GW_Summit_2015_Day2_0023Part of the reason to move its headquarters from Seattle to San Francisco was to accommodate its startling growth. “We knew we were going to grow really fast, and we knew we needed to be in more than one place,” he said.

As for all the San Francisco-area companies that are doing the reverse of DocuSign, and are now opening up offices in Seattle, like Twitter, Facebook, Google and Lyft, Gonser quipped: “I don’t think they should be able to do that.”

“The Bay Area is so competitive, it would be nice if that was the only competitive market, but Seattle is becoming more and more competitive,” he added.
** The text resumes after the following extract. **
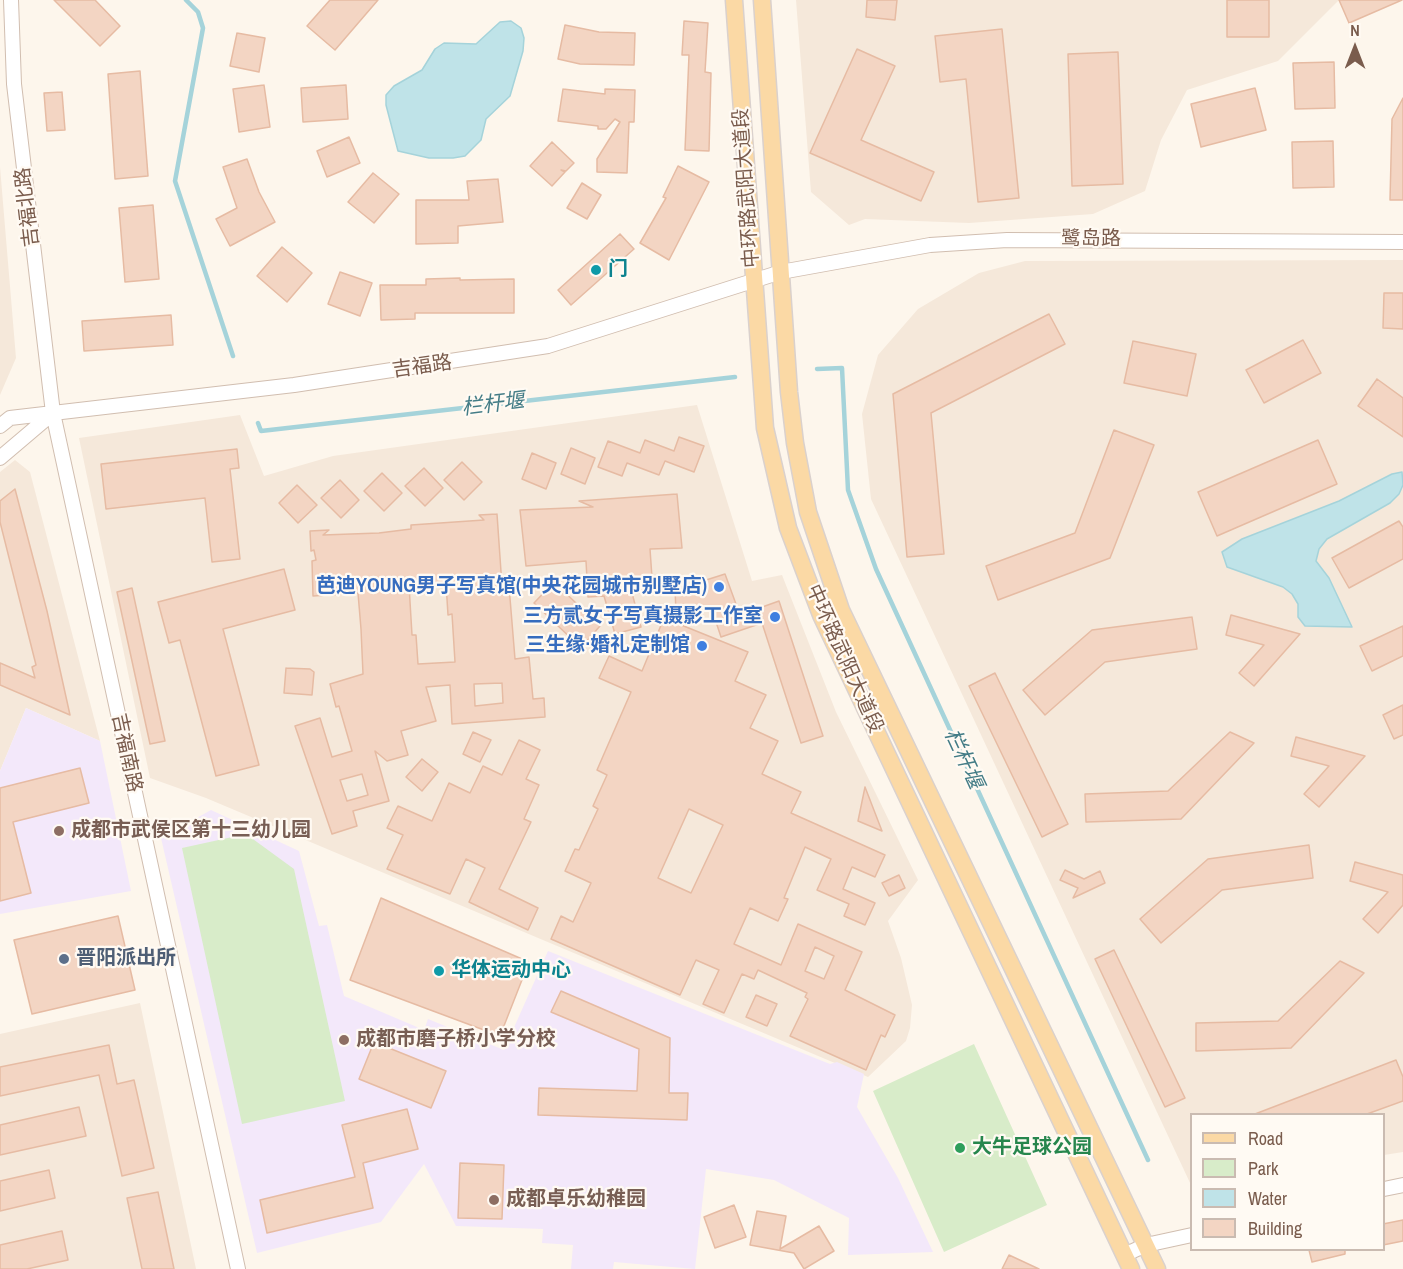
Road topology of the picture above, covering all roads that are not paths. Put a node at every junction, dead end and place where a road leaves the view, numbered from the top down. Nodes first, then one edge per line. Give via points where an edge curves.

Most of the company’s growth has been due to a shift from, solely being a company that enables electronic signatures to one that also manages the transaction and flow of documents between different parties. To fuel that growth internationally, it was necessary to raise the additional funding in May.

Is an IPO next?

“If the timing is right and the conditions are right, then [the public markets] are a fantastic place to raise money,” he said. “If you look at the last three or four years, there’s been lots of time to go public, but for us, the kind of things we are investing in, like foreign markets and esoteric technology, it is much easier to do that private. We want to get as much as the heavy lifting out of the way as possible before going public. I think it’s something that makes a lot of sense, but when? I can’t answer that.”